What lines in the following entries hold the word "roads"? Copy each one.

----

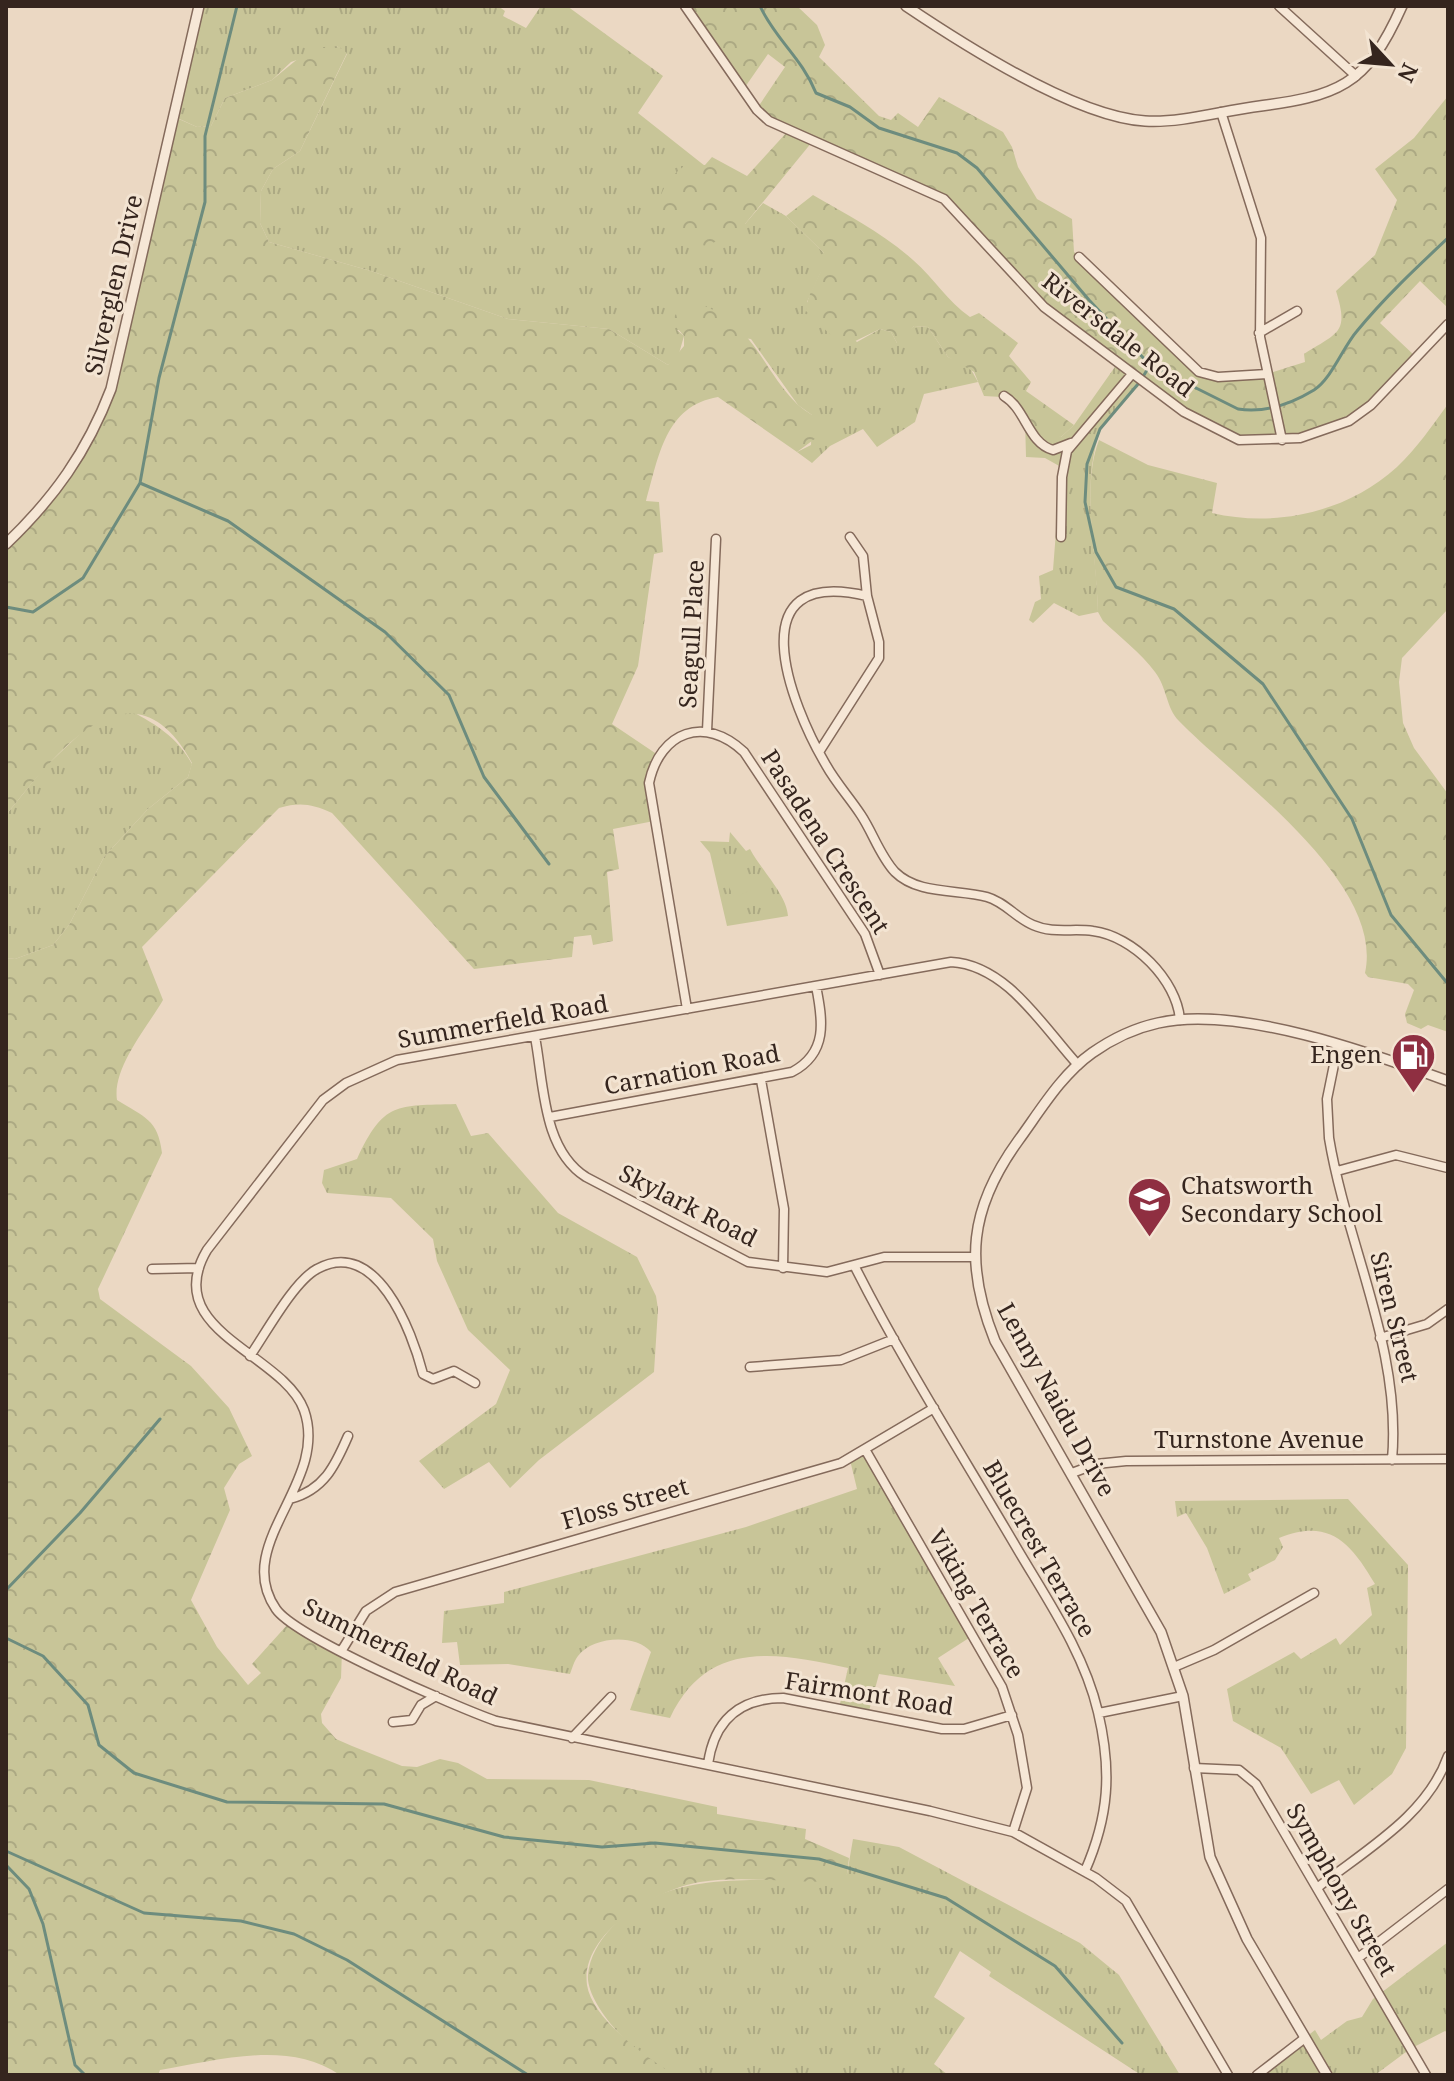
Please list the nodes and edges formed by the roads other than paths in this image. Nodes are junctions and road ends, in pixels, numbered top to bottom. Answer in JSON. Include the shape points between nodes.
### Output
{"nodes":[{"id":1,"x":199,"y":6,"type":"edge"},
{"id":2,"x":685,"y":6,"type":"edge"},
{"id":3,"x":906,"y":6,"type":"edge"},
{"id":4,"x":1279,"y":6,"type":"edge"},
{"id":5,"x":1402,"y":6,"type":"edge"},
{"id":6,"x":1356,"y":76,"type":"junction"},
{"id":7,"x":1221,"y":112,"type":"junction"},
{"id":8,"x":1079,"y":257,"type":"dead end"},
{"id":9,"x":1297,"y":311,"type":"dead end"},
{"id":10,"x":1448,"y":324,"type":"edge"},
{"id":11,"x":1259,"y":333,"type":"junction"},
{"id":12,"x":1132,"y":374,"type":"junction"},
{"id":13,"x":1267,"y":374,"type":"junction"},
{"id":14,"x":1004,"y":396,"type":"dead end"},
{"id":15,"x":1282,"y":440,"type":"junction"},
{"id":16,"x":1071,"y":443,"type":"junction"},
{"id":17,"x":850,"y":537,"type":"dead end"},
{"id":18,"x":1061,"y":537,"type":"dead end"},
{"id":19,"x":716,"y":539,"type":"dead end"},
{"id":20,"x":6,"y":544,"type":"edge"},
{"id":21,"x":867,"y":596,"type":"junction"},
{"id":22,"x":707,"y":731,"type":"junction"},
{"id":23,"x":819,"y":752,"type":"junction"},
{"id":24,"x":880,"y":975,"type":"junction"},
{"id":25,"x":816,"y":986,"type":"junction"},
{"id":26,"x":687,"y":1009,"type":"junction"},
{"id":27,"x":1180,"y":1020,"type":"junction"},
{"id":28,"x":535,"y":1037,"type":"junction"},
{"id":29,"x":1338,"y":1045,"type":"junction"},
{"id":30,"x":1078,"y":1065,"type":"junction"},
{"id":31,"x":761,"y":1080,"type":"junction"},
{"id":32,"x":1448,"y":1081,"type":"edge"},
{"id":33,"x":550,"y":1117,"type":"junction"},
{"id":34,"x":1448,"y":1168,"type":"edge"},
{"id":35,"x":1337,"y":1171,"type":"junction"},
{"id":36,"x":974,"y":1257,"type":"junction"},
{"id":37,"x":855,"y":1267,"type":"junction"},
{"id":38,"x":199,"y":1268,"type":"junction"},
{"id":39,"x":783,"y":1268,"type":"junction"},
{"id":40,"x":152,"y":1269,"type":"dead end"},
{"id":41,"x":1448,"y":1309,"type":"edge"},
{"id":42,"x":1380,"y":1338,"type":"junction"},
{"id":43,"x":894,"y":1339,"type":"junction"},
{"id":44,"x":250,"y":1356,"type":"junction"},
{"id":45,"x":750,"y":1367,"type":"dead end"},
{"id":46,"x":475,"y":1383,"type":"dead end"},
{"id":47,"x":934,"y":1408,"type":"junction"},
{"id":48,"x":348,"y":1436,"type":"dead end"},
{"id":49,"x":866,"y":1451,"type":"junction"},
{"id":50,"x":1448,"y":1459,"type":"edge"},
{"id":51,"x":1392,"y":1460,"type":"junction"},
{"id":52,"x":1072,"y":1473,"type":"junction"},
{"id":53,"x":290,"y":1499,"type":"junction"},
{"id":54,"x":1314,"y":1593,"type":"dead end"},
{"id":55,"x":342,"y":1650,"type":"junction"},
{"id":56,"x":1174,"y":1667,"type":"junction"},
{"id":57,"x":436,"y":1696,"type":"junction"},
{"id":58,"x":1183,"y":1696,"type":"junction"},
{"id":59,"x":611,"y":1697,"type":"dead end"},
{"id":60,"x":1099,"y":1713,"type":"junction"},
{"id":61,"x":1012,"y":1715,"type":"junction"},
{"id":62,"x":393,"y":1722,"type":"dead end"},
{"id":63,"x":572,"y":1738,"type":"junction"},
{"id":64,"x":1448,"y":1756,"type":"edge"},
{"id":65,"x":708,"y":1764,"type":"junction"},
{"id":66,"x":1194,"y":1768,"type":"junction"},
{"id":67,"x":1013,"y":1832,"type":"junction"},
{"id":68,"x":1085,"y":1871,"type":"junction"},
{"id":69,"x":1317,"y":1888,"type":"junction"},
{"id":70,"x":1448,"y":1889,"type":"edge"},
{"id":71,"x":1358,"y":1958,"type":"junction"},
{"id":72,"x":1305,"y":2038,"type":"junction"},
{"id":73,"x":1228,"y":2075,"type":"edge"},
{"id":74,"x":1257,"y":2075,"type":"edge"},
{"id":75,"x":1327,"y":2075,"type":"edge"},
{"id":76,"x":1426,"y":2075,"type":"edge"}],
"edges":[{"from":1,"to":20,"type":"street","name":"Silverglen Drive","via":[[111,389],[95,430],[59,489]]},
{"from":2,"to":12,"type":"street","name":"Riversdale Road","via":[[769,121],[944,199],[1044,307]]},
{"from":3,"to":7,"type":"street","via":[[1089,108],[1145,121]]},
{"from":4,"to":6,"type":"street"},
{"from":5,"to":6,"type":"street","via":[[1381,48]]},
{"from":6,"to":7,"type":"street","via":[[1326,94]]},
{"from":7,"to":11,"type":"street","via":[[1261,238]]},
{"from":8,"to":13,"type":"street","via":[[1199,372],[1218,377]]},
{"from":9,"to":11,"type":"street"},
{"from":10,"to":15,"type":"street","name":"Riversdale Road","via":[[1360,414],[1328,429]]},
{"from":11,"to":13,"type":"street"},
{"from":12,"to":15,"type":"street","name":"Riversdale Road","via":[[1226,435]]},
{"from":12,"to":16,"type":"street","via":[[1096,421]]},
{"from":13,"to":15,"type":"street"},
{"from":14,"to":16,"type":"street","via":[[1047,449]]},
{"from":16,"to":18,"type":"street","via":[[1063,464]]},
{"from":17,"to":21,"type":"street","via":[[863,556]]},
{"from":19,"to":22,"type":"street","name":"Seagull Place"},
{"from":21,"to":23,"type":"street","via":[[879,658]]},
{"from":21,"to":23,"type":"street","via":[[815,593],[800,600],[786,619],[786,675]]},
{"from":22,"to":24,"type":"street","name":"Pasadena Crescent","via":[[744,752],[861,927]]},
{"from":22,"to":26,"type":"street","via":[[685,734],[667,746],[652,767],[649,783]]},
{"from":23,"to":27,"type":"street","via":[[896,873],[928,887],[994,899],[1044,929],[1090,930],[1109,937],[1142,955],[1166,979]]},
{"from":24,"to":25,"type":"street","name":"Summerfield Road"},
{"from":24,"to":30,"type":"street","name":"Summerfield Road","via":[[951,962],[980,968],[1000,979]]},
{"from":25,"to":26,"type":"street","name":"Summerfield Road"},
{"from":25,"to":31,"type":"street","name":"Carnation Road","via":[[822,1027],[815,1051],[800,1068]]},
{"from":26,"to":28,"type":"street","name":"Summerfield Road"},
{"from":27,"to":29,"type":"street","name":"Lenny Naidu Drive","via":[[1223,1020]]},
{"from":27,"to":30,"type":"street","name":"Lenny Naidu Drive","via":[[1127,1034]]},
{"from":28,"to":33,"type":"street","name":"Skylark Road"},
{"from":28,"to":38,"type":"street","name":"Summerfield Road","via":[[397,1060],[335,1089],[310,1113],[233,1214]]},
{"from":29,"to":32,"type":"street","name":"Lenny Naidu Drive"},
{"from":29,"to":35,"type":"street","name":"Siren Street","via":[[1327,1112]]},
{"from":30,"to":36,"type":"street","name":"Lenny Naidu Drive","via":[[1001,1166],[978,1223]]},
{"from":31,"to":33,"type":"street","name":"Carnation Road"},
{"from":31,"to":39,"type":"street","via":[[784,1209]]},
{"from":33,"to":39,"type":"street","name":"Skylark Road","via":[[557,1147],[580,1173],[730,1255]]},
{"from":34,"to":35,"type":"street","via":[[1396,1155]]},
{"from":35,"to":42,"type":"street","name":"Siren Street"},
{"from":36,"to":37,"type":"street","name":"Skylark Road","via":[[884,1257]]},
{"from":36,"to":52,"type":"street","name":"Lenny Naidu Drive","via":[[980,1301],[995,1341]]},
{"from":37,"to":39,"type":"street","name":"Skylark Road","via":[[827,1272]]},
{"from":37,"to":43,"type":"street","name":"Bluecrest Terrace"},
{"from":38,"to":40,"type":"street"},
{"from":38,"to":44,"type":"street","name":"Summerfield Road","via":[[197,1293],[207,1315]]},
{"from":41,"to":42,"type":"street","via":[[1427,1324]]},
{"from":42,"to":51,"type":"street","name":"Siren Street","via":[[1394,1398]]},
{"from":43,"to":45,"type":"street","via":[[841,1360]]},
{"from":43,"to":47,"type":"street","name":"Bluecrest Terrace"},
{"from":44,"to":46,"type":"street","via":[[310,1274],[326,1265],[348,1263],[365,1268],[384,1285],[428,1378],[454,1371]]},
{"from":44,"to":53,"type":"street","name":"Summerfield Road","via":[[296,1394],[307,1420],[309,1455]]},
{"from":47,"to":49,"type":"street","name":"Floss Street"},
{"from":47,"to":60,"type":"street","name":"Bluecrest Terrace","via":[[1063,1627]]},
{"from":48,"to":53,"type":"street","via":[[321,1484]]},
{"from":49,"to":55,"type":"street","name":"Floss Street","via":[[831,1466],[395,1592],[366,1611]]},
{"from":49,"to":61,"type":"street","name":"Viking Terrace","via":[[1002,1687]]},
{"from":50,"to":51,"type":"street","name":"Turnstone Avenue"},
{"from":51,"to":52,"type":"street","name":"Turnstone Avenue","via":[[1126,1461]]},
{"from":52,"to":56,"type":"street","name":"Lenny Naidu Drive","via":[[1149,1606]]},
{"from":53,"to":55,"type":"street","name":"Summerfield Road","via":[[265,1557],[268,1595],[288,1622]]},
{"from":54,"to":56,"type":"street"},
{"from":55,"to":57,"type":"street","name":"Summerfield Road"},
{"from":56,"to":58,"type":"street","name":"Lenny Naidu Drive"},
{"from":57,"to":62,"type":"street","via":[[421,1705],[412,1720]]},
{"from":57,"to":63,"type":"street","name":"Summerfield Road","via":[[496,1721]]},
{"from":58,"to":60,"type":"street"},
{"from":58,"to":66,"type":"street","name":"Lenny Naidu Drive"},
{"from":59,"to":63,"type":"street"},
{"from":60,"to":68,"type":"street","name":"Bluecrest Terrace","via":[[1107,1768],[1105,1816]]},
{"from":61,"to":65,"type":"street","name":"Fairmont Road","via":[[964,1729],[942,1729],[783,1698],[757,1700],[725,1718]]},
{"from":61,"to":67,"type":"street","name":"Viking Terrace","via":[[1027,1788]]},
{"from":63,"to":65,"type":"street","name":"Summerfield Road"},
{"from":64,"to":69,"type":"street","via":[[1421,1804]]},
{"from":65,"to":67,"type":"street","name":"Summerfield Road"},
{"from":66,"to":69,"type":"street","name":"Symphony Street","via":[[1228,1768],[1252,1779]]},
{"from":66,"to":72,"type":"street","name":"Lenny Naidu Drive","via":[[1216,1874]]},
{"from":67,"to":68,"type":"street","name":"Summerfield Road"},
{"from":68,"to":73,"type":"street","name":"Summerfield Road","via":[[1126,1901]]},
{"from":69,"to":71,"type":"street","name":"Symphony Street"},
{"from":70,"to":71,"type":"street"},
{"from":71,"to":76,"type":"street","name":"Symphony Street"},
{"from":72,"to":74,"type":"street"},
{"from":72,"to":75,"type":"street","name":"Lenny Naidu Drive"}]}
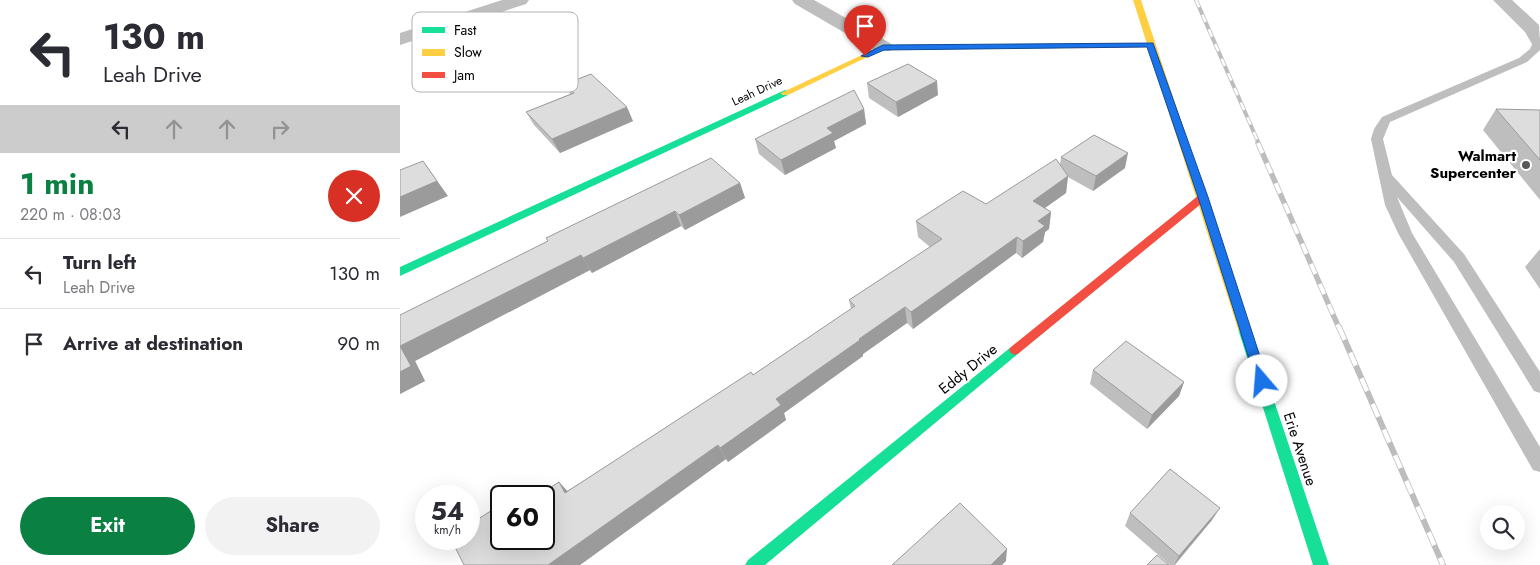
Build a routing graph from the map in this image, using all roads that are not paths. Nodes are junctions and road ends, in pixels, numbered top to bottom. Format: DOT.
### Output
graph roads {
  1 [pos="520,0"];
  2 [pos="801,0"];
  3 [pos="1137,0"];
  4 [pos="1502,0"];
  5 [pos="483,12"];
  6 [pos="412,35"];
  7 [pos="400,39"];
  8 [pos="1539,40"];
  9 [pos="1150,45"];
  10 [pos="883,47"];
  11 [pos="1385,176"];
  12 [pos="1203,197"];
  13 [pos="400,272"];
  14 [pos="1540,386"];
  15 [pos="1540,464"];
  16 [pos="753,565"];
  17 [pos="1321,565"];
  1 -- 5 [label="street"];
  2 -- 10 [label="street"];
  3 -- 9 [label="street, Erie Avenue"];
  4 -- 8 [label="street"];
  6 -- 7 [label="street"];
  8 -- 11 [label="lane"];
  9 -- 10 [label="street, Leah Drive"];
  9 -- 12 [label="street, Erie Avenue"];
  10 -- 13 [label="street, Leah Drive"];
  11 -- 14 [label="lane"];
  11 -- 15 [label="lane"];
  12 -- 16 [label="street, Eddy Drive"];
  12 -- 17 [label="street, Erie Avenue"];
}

----

Response to this exercise:
Please list the nodes and edges formed by the roads other than paths in this image. Nodes are junctions and road ends, in pixels, numbered top to bottom. Answer in JSON. Include the shape points between nodes.
Build a routing graph from the map in this image, using all roads that are not paths. Nodes are junctions and road ends, in pixels, numbered top to bottom. Format: DOT.
graph roads {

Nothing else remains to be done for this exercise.